Vivemos numa época em que os homens jamais conseguirão perder tempo suficiente para esconjurar a fatalidade de passarem a vida a ganhá-lo. Não nos desembaraçamos do tempo como da roupa interior. Também é impossível matá-lo ou perdê-lo, juntamente com o dinheiro, porque ambos constituem a própria expressão do sistema do valor de troca.

Na dimensão simbólica, o dinheiro e o ouro surgem como excrescência. O mesmo se passa com o tempo objectivado. Na realidade, é muito raro e, no actual sistema, logicamente impossível restituir o dinheiro e o tempo à sua função “arcaica”(...). Na ordem do cálculo e do capital, dá-se de certa maneira precisamente o inverso: objectivados e manipulados por ela como valor de troca, fomos nós que nos tornámos o excrescência/excremento do dinheiro e do tempo...

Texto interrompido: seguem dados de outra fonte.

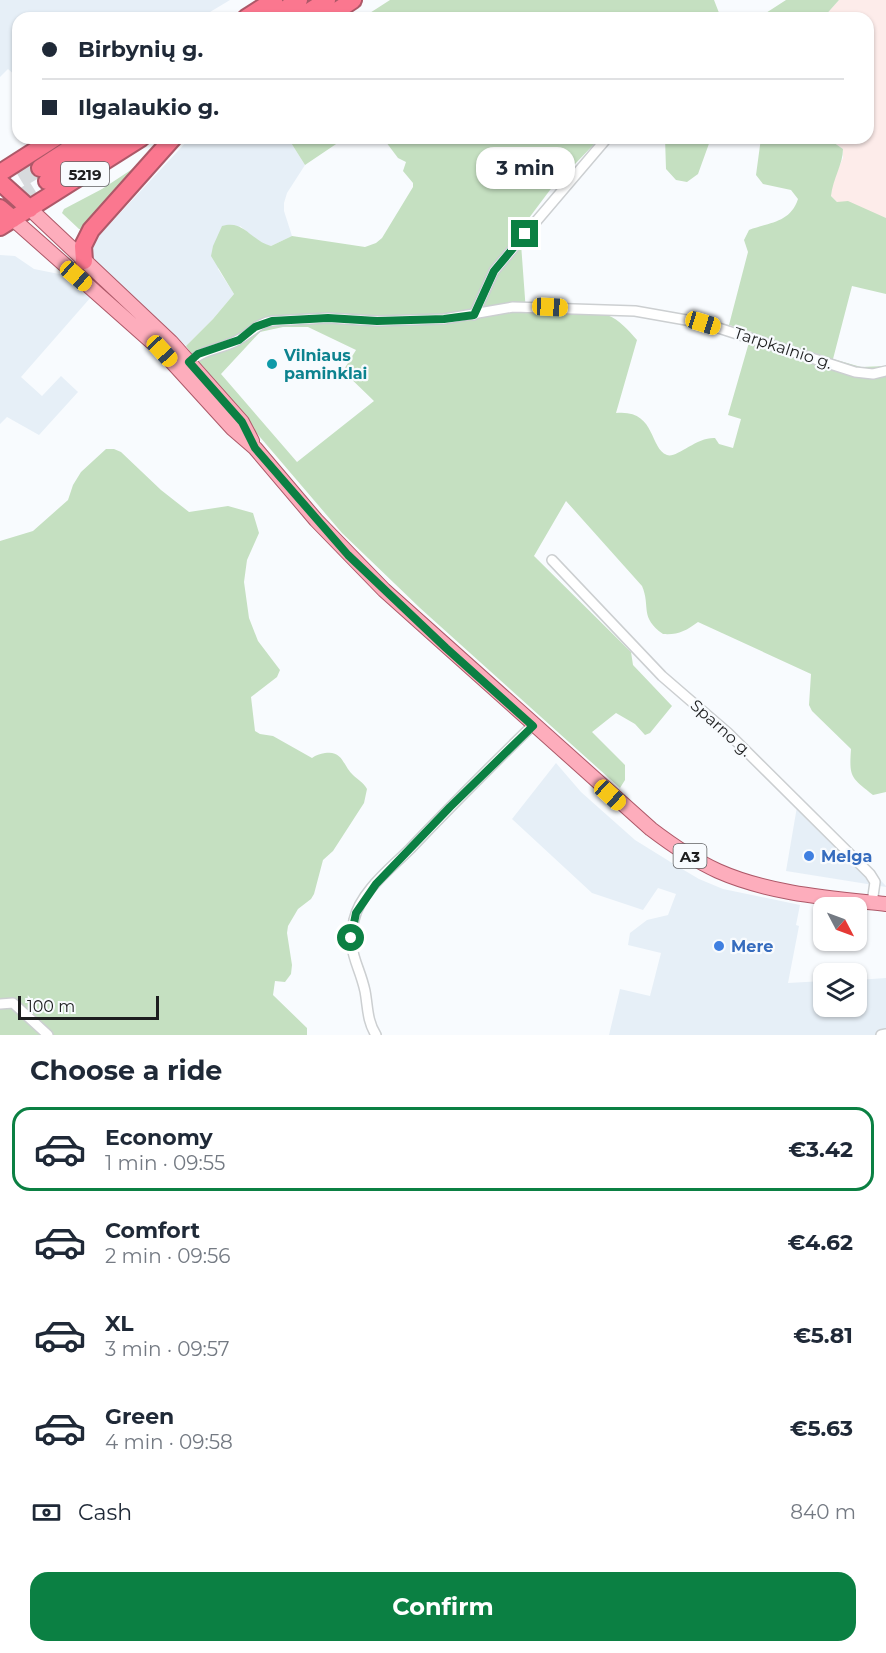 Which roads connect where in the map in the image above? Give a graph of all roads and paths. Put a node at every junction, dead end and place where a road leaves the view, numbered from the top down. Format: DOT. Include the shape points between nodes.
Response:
graph roads {
  1 [pos="274,0"];
  2 [pos="299,0"];
  3 [pos="327,0"];
  4 [pos="353,0"];
  5 [pos="255,12"];
  6 [pos="280,12"];
  7 [pos="308,12"];
  8 [pos="335,12"];
  9 [pos="46,144"];
  10 [pos="79,144"];
  11 [pos="103,144"];
  12 [pos="132,144"];
  13 [pos="168,144"];
  14 [pos="602,144"];
  15 [pos="0,173"];
  16 [pos="0,182"];
  17 [pos="30,209"];
  18 [pos="4,218"];
  19 [pos="84,261"];
  20 [pos="474,315"];
  21 [pos="189,362"];
  22 [pos="886,371"];
  23 [pos="255,448"];
  24 [pos="552,560"];
  25 [pos="533,726"];
  26 [pos="879,904"];
  27 [pos="0,1004"];
  28 [pos="886,1034"];
  29 [pos="48,1035"];
  30 [pos="376,1035"];
  31 [pos="881,1035"];
  1 -- 5 [label="highway"];
  2 -- 6 [label="highway"];
  3 -- 7 [label="highway"];
  4 -- 8 [label="highway"];
  9 -- 15 [label="highway, 5219"];
  10 -- 11 [label="highway, 5219" via="44,175"];
  12 -- 17 [label="highway, 5219"];
  13 -- 19 [label="highway" via="91,230 83,246"];
  14 -- 20 [label="street" via="494,271"];
  16 -- 17 [label="highway"];
  17 -- 18 [label="highway, A3"];
  17 -- 19 [label="main road, A3"];
  18 -- 23 [label="main road, A3" via="148,338"];
  19 -- 21 [label="main road, A3"];
  20 -- 21 [label="street, Tarpkalnio g." via="377,321 272,321 255,327 239,340 198,354"];
  20 -- 22 [label="street, Tarpkalnio g." via="513,307 635,311 703,323 855,372"];
  21 -- 23 [label="main road, A3" via="242,422"];
  23 -- 25 [label="main road, A3" via="351,558"];
  24 -- 26 [label="street, Sparno g." via="662,676 728,733 870,874"];
  25 -- 26 [label="main road, A3" via="658,835 717,871 756,884"];
  25 -- 30 [label="street" via="376,884 356,913 352,952 365,990 370,1026"];
  27 -- 29 [label="street" via="13,1003"];
  28 -- 31 [label="street"];
}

Por consequência, pese embora a ficção de liberdade no lazer, por toda a parte se descobre a impossibilidade lógica do tempo “livre”, existindo apenas o tempo constrangido. O tempo do consumo é o da produção. Revela-se como tal, na medida em que se reduz a simples parêntese “evasivo” no ciclo da produção.

Diga-se que esta complementaridade funcional (diversamente partilhada segundo as classes sociais) não constitui a sua determinação essencial. O lazer é forçado na medida em que, por detrás da aparente gratuidade, reproduz fielmente todos os constrangimentos mentais e práticos do tempo produtivo e da quotidianidade escravizada".(...)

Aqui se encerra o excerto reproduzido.